### Your goal:
Copy each line in the data that includes the word "沼田バイパス".

### Input records:

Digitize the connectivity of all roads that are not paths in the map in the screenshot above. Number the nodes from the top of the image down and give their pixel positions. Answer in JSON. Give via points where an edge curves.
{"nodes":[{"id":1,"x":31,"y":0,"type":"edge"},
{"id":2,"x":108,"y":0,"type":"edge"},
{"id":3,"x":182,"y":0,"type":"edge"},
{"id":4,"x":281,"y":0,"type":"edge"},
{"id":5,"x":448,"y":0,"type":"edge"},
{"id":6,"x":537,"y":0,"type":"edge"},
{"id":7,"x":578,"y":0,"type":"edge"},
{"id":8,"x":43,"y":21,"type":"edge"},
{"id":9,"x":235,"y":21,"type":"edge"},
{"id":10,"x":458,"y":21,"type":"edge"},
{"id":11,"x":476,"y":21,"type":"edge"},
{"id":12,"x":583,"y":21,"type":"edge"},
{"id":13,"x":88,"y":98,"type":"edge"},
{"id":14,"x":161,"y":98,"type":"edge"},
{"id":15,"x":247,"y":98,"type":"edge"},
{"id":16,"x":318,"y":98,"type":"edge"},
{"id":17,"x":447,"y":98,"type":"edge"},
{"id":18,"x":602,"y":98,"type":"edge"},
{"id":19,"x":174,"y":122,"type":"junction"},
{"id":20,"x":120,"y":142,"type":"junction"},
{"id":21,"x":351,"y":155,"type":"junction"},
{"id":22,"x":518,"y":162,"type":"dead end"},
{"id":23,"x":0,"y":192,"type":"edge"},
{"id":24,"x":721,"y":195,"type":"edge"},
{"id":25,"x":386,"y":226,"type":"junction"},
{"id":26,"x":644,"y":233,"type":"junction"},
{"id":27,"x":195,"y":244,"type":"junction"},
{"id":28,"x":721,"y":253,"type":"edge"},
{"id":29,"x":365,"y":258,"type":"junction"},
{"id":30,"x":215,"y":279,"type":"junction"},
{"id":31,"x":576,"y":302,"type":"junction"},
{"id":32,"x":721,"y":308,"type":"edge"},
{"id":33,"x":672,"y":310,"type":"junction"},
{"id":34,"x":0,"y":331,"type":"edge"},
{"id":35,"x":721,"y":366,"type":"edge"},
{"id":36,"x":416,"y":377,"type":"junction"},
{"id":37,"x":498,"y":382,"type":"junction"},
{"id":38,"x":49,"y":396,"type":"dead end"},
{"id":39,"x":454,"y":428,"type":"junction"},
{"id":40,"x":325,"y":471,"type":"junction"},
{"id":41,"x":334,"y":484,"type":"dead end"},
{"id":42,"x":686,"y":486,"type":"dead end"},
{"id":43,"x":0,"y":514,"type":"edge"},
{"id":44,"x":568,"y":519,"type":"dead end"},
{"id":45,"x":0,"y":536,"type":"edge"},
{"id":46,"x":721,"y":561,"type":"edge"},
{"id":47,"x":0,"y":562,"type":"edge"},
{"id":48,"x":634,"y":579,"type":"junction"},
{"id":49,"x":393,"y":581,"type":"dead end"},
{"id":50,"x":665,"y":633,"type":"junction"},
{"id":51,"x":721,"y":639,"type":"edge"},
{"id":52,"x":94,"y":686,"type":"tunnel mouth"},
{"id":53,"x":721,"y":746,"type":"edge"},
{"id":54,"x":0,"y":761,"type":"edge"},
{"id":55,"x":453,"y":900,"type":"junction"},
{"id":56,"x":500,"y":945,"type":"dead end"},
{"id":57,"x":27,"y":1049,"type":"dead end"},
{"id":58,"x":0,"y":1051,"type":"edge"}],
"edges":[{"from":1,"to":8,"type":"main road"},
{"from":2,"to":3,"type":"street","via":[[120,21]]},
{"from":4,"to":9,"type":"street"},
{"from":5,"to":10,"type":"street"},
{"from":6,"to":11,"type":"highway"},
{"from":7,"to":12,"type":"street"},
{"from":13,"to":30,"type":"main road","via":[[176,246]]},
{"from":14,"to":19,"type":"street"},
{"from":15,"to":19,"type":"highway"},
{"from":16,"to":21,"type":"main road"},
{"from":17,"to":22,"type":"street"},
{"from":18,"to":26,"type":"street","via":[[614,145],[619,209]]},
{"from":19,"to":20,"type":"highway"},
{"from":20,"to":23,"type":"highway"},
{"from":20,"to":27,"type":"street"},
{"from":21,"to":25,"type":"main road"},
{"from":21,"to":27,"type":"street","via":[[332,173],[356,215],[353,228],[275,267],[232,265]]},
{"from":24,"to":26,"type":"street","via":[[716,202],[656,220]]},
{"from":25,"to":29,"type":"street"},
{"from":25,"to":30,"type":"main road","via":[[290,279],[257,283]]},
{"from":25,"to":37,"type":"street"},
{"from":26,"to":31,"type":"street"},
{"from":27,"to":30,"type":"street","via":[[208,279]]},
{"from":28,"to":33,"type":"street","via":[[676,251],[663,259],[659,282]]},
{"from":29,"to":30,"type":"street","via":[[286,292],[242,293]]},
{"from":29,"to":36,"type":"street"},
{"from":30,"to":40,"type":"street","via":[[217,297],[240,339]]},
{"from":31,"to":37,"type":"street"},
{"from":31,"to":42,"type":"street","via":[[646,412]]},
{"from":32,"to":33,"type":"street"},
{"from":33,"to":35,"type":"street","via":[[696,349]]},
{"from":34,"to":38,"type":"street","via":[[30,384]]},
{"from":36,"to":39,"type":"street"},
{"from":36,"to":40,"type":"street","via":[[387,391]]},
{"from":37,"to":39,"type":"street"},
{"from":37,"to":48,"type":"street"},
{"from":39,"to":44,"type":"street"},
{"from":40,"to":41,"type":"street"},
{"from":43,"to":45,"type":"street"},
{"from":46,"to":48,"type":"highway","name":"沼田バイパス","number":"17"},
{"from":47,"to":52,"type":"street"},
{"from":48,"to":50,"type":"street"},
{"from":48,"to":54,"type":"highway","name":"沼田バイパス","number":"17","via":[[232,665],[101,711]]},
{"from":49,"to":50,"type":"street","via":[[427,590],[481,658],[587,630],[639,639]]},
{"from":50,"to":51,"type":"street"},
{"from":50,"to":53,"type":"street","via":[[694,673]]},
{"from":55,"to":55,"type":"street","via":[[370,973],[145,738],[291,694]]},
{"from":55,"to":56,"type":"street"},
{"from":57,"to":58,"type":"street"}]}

### Output for this task:
{"from":46,"to":48,"type":"highway","name":"沼田バイパス","number":"17"},
{"from":48,"to":54,"type":"highway","name":"沼田バイパス","number":"17","via":[[232,665],[101,711]]},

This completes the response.